(Stored items)
---

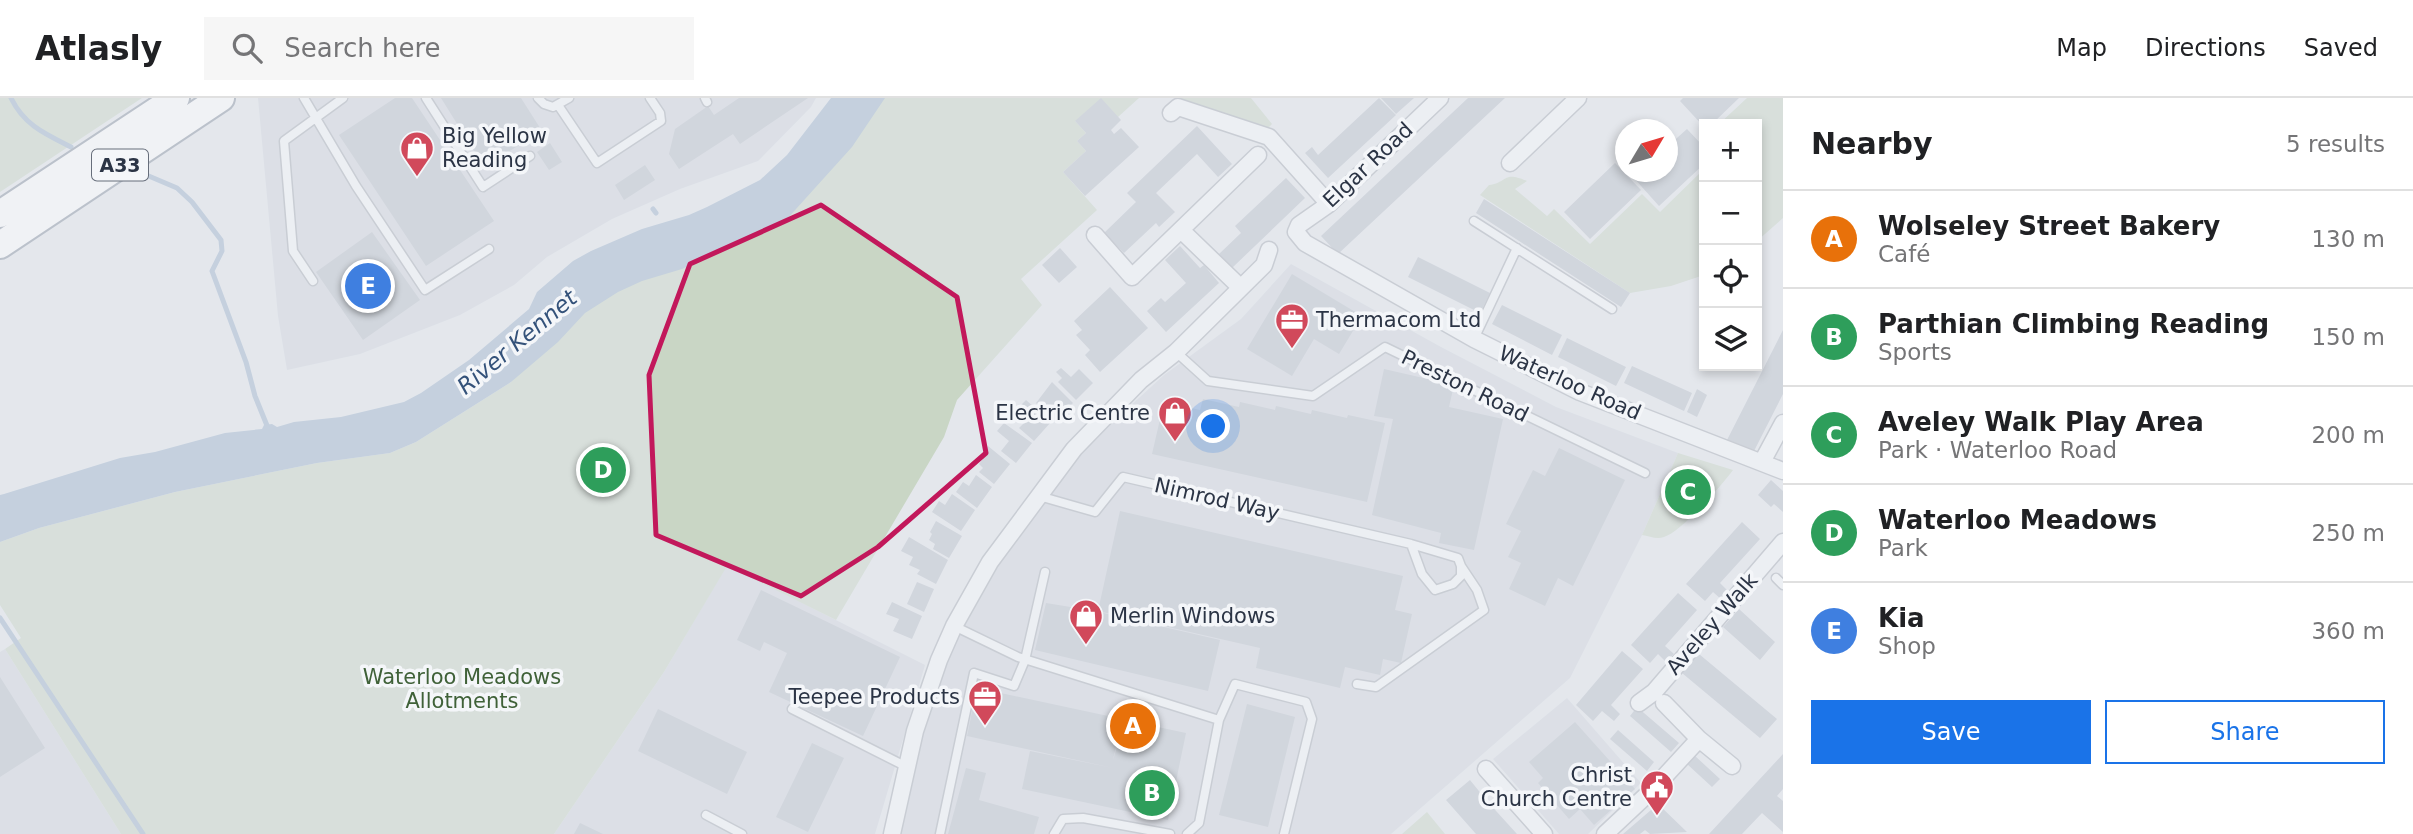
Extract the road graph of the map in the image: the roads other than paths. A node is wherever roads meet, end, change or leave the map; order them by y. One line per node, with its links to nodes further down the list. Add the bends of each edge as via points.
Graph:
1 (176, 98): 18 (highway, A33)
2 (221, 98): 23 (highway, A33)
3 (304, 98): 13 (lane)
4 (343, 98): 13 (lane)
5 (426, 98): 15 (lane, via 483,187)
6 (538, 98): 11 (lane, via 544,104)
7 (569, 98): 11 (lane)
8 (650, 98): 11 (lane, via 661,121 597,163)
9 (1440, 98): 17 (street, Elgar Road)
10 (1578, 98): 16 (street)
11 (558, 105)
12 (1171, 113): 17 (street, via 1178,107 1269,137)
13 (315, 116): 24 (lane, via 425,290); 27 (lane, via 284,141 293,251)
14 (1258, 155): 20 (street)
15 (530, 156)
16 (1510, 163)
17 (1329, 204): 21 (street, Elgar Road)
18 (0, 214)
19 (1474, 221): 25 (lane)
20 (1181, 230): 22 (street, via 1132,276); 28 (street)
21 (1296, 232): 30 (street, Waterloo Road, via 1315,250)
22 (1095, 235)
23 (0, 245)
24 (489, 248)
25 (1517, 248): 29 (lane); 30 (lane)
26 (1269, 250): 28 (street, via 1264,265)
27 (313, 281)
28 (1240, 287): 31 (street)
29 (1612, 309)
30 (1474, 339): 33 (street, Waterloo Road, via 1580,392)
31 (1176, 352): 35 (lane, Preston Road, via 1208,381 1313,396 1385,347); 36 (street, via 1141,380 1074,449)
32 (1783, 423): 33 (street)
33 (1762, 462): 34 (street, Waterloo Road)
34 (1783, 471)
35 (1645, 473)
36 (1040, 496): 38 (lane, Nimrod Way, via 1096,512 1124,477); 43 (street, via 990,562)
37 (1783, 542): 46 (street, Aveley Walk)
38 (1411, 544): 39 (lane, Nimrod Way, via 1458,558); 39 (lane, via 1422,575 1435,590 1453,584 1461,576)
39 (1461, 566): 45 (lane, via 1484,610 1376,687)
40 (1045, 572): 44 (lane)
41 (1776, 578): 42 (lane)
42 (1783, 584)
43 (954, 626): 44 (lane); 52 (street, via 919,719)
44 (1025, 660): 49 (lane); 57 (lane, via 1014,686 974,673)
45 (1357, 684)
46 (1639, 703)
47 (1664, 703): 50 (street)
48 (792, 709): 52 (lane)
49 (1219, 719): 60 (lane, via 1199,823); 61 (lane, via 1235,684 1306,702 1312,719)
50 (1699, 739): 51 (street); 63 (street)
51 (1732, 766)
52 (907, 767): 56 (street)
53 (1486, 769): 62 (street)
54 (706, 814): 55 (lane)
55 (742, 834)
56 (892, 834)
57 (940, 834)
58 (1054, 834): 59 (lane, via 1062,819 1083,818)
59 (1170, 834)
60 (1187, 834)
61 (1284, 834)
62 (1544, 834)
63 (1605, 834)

---

TASK ITEM:
Look through the entries and find each line that has the string "Waterloo". Copy those lines.

TASK ANSWER:
21 (1296, 232): 30 (street, Waterloo Road, via 1315,250)
30 (1474, 339): 33 (street, Waterloo Road, via 1580,392)
33 (1762, 462): 34 (street, Waterloo Road)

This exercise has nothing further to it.